Africa corps : la milice russe qui redessine l’influence de Moscou au Sahel
africa corps : la milice russe qui redessine l’influence de Moscou au Sahel
Une position stratégique perdue, des djihadistes et rebelles Touaregs aux portes du pouvoir, et une milice russe en pleine recomposition : le week-end dernier, Kidal, fief historique de la junte malienne, est tombé aux mains des forces rebelles. Un revers pour Africa Corps, cette organisation paramilitaire discrète, mais cruciale pour les ambitions de Moscou en Afrique.
un retrait stratégique, mais une influence intacte
Alors que les combats faisaient rage dans le nord du Mali, les forces rebelles ont forcé l’Africa Corps à quitter sa base de Kidal, un verrou essentiel pour la junte de Bamako. Pourtant, malgré ce repli, la milice conserve un rôle clé dans la région. Son retrait n’est qu’un ajustement tactique : l’organisation reste un pilier de la politique africaine de la Russie, bien au-delà des frontières maliennes.
Les images des derniers convois militaires russes quittant la ville, sous escorte, ont marqué un tournant. Mais elles ne doivent pas occulter la réalité : Africa Corps continue de structurer les alliances locales, en s’appuyant sur des régimes alliés de Moscou. Une stratégie qui s’étend du Burkina Faso à la Libye, en passant par le Soudan et la République centrafricaine.
naissance d’un géant paramilitaire sous contrôle du kremlin
Officiellement créée fin 2023, Africa Corps est le fruit d’une restructuration des forces russes en Afrique. Son apparition coïncide avec le déclin du groupe Wagner, dont les deux fondateurs, Evgueni Prigojine et Dmitri Outkine, ont disparu dans un accident d’avion en août 2023. Cette milice, plus discrète et centralisée que son aînée, est directement supervisée par Iounous-bek Evkourov, vice-ministre russe de la Défense, et supervisée médiatement par le Kremlin.
Son nom n’est pas un hasard. En écho à l’Afrika Korps hitlérienne, il renvoie à une page sombre de l’histoire, tout en symbolisant une nouvelle forme d’ingérence. Contrairement à Wagner, souvent pointé du doigt pour ses exactions, Africa Corps mise sur la discrétion et la coopération avec les gouvernements locaux. Son objectif affiché ? Libérer l’Afrique de la dépendance néocoloniale et chasser les influences occidentales du continent.
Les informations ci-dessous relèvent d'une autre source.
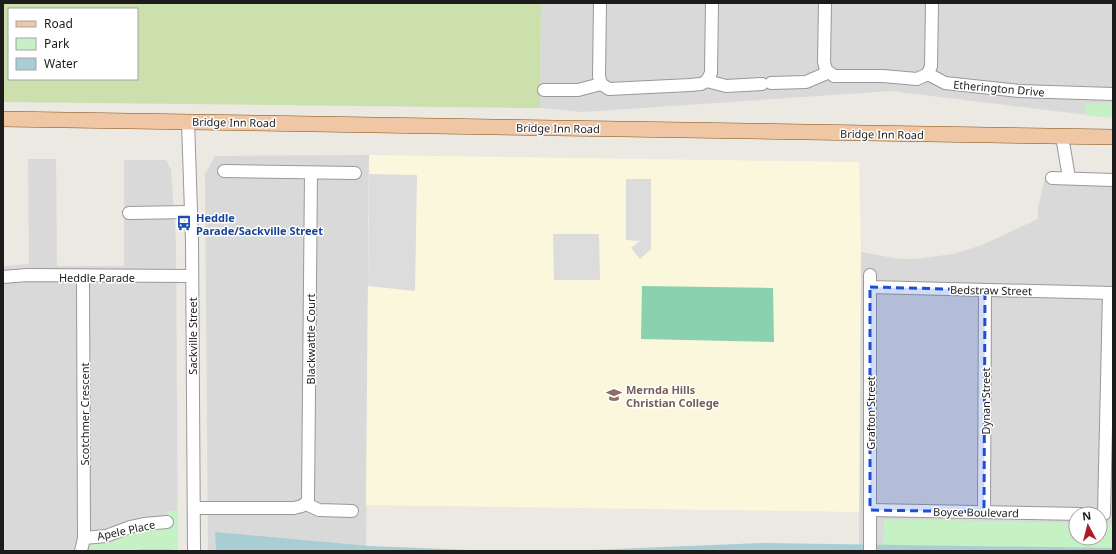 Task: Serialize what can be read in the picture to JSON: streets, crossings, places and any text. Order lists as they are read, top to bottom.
{
  "streets": {
    "main road": ["Bridge Inn Road"],
    "street": [
      "Etherington Drive",
      "Heddle Parade",
      "Bedstraw Street",
      "Sackville Street",
      "Blackwattle Court",
      "Dynan Street",
      "Grafton Street",
      "Scotchmer Crescent",
      "Boyce Boulevard",
      "Apele Place"
    ]
  },
  "crossings": [
    ["Bridge Inn Road", "Sackville Street"],
    ["Heddle Parade", "Sackville Street"],
    ["Heddle Parade", "Scotchmer Crescent"],
    ["Bedstraw Street", "Dynan Street"],
    ["Bedstraw Street", "Grafton Street"],
    ["Dynan Street", "Boyce Boulevard"],
    ["Grafton Street", "Boyce Boulevard"],
    ["Scotchmer Crescent", "Apele Place"]
  ],
  "places": {
    "bus stop": ["Heddle Parade/Sackville Street"],
    "school or university": ["Mernda Hills Christian College"]
  },
  "legend": ["Road", "Park", "Water"],
  "north": "top"
}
objectifs affichés : souveraineté et ressources stratégiques
Dès sa création, Africa Corps a exposé ses ambitions. Selon Igor Korotchenko, ancien colonel et commentateur pro-Kremlin, la milice a pour mission de « soutenir les régimes africains dans leur quête d’autonomie, en éliminant toute présence occidentale et en sécurisant les ressources naturelles ». Une rhétorique qui séduit certains dirigeants du Sahel, lassés des partenariats traditionnels.
Mais cette approche ne se limite pas à un discours. En fournissant hommes et équipements militaires, Africa Corps renforce son ancrage dans des pays comme le Niger, où les juntes montantes voient en Moscou un allié contre l’ancienne puissance coloniale. Une alliance qui sert aussi les intérêts russes : contrôle des routes migratoires, accès à des minerais stratégiques, et projection de puissance loin de l’Ukraine.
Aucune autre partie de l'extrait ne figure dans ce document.